The adults would drink wine (probably Boone's Farm, but OK), and my brother and I would get grape juice to pretend. Grandpa would repeatedly warn us not to back our chairs into the glass china closet, and we would eat our turkey, cranberry jelly, sweet potatoes with the little marshmallows melted on top, Grannie's oyster dressing, cornbread dressing, peas, fruit salad and brown and serve rolls. My sister, the oldest, would make cherry pies that my brother and I loved.
And yes, I have tried to recreate those meals in my own house with my own husband and children. I have Grannie's lace tablecloth, but it's too tattered to use anymore. And I set my own meticulous table with my own wedding china and crystal and my great-grandparents' silverware. It's my version of Norman Rockwell.
But when my daughter was about 6 or 7, she asked us why we don't put the turkey on the table all pretty like they do on TV. It was our custom to bring the turkey slices to the table on a large platter, after my father-in-law had taken it the bird into the laundry room to carve it up with the electric knife. So we humored her. The Coach brought the big, brown beautiful bird to the table, we oohed and aahed for a moment, then Pappy took it to the laundry room to cut up.
Of course, when it comes to the holidays, the most important thing is family. But that's also the most difficult part of getting, being and staying married. Just like on your wedding day, sides must be chosen. Lines must be drawn.
At whose house are you going to eat on Thanksgiving? On Christmas? Where will you eat dessert? And it starts even before the wedding. I've seen my stepdaughter and stepson sit at a table already rubbing their too-full bellies because they're trying to give a little to everyone and make everybody happy. It can't be done.

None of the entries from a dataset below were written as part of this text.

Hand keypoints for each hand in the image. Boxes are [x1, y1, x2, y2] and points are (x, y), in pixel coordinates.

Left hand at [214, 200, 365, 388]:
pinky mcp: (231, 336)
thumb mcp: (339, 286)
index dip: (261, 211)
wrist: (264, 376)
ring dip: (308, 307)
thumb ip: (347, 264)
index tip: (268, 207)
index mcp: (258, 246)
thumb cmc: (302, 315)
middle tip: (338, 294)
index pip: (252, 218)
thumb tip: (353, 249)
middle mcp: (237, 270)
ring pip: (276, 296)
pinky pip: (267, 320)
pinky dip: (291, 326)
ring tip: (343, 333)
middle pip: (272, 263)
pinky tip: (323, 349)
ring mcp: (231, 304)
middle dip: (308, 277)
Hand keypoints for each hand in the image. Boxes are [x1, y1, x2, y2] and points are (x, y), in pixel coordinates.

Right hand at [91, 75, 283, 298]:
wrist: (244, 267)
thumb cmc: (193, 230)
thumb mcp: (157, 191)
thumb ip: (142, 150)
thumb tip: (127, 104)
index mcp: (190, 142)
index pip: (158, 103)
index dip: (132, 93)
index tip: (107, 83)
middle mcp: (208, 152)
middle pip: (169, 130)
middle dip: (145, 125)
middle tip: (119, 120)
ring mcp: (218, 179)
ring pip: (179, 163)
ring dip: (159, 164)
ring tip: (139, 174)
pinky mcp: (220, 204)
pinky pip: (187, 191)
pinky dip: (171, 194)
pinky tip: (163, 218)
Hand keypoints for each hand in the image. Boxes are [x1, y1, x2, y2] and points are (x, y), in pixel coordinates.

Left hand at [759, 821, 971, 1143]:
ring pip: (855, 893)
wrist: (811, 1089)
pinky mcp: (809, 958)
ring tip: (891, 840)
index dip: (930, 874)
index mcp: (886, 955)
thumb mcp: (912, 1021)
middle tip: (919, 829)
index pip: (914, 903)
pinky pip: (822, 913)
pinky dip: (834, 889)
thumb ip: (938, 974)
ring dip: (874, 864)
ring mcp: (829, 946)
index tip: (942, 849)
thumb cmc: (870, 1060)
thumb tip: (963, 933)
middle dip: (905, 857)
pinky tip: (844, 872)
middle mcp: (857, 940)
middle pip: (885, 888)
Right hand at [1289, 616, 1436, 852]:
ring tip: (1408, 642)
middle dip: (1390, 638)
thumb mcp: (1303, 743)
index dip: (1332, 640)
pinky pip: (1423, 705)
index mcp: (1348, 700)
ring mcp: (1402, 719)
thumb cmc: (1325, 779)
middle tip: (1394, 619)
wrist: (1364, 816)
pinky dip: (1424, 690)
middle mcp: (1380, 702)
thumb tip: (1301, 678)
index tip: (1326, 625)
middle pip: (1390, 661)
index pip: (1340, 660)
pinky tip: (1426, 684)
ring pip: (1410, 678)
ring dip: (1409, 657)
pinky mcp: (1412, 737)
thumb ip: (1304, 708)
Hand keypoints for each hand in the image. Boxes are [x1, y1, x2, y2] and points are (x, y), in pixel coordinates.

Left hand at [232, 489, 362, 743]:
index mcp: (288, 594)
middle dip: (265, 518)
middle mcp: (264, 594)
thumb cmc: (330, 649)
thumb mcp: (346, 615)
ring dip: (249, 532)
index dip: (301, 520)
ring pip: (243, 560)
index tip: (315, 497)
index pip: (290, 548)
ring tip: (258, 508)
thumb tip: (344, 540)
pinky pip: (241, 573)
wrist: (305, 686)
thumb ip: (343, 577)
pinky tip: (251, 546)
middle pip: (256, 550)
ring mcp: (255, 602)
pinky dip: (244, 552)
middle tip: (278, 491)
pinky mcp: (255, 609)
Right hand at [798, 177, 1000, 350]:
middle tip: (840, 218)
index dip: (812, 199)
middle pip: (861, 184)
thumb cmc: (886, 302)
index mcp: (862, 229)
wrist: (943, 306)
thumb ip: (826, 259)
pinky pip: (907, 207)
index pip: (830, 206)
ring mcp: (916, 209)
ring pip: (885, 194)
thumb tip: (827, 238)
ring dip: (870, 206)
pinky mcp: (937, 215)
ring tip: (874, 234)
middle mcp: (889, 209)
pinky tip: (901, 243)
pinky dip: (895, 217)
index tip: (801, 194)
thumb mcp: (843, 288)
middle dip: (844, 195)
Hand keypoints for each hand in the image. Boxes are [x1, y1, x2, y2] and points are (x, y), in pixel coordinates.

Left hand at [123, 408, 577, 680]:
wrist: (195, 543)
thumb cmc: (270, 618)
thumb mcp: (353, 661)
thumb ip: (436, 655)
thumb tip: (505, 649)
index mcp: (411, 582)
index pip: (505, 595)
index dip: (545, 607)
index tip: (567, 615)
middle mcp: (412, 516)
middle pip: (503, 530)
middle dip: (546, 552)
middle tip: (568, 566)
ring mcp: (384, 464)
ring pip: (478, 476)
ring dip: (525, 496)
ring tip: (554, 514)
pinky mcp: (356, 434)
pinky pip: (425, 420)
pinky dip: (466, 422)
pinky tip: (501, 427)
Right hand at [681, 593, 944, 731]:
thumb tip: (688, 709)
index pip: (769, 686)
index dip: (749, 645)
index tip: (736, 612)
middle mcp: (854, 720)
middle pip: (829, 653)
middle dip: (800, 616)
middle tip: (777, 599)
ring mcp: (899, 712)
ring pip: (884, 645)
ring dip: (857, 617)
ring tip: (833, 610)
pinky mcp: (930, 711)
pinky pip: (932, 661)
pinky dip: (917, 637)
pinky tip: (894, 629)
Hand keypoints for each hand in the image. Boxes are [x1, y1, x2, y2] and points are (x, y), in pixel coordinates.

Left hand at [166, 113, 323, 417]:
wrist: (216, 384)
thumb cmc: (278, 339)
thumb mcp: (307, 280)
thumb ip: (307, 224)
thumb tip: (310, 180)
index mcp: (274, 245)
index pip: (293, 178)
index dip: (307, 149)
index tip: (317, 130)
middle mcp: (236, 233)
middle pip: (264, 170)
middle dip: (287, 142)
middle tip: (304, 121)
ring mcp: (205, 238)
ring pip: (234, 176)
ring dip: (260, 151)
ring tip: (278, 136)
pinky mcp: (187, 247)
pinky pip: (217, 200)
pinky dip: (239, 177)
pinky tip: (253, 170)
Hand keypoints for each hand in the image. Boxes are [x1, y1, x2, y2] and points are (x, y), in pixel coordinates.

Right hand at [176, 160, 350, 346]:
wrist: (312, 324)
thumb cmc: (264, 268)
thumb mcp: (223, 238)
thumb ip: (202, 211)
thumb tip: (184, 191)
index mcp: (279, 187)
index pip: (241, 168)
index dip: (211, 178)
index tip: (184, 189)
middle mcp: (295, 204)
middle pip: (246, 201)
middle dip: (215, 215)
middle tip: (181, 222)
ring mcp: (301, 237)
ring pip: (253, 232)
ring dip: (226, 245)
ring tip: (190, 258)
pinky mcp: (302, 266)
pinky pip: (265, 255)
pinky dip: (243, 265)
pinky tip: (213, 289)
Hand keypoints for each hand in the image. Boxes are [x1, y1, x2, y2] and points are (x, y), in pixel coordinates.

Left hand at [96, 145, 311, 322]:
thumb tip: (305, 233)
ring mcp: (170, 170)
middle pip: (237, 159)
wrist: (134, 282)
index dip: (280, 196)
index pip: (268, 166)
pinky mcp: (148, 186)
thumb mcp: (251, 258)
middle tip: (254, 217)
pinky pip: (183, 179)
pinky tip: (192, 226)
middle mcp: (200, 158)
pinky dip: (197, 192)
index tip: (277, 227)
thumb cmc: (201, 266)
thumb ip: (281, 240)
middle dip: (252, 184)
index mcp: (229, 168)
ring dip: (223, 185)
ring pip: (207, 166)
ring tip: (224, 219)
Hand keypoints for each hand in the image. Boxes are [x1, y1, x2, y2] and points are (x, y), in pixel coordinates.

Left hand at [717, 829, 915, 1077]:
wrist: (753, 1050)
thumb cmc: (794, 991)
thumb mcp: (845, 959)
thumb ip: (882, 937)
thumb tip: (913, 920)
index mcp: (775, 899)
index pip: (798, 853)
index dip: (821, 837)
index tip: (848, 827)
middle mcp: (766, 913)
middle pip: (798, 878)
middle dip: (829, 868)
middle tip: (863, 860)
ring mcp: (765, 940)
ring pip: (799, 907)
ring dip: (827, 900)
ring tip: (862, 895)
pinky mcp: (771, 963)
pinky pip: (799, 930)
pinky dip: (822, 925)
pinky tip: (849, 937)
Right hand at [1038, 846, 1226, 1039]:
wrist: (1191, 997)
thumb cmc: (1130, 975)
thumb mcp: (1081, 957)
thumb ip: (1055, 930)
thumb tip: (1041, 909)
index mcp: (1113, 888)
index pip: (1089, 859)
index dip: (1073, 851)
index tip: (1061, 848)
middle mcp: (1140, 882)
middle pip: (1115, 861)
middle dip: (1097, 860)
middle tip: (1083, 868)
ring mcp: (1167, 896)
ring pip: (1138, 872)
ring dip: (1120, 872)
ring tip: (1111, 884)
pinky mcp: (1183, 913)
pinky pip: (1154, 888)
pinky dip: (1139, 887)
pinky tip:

I can clearly remember the last time I had a holiday dinner with my own family -- my mom, my stepdad, my sister and her husband, my brother, his wife and their children. It was November, 2000. The woman who had promised to let us adopt her child had just reunited with her boyfriend. Our nursery was all decorated, but remained empty.
My family, feeling sorry for me, came to my house and let me cook for them. It was nice. We all got along. We made wonderful memories. We were blessed with our baby girl just two months later. But my brother would not live to see another Thanksgiving.
All the others have been about my husband's family -- his parents, his children. And, because that's the way we decided to roll, his ex wife, her husband, his children, Later, it came to include my stepson's wife and her parents. Yes, they'll all be coming to my little house on Thanksgiving. We'll go to the ex wife's house on Christmas Eve. Last year was the opposite.
In the early days, I capitulated. I let her have Thanksgiving at her house in exchange for Christmas. That was fine. My mom even lived in the same town in Mississippi, so it was easy to go there. Except for Lora's first Thanksgiving. She needed a nap before the big meal. The mothers refused to allow it and repeatedly questioned why in the world I thought my child should take a nap. They found out when she fell asleep at the table during dinner.
They would then come to my house for Christmas. But of course, it was still "her" holiday. She actually said that one time. "This is MY Christmas." The "not yours" was left unspoken. So we cooked her way. We went to church at her time (4:30 p.m. on Christmas Eve, which I hated). We woke up when she decided. And we ate what and when she demanded.
Then Hurricane Katrina hit and the in-laws lost everything and moved in with us. I still did my best to let her have "her" holiday.
Now I don't have to.
My Thanksgiving will be in my house, cooked in my tiny kitchen (without a dishwasher mind you) and served on my table with my china and silver -- just like my Grannie used to do. I'm trying to create memories for my daughter, traditions that she will want to carry on to her family -- but probably have to give up once she gets married.
That's just the way it is. Pick your battles, hon.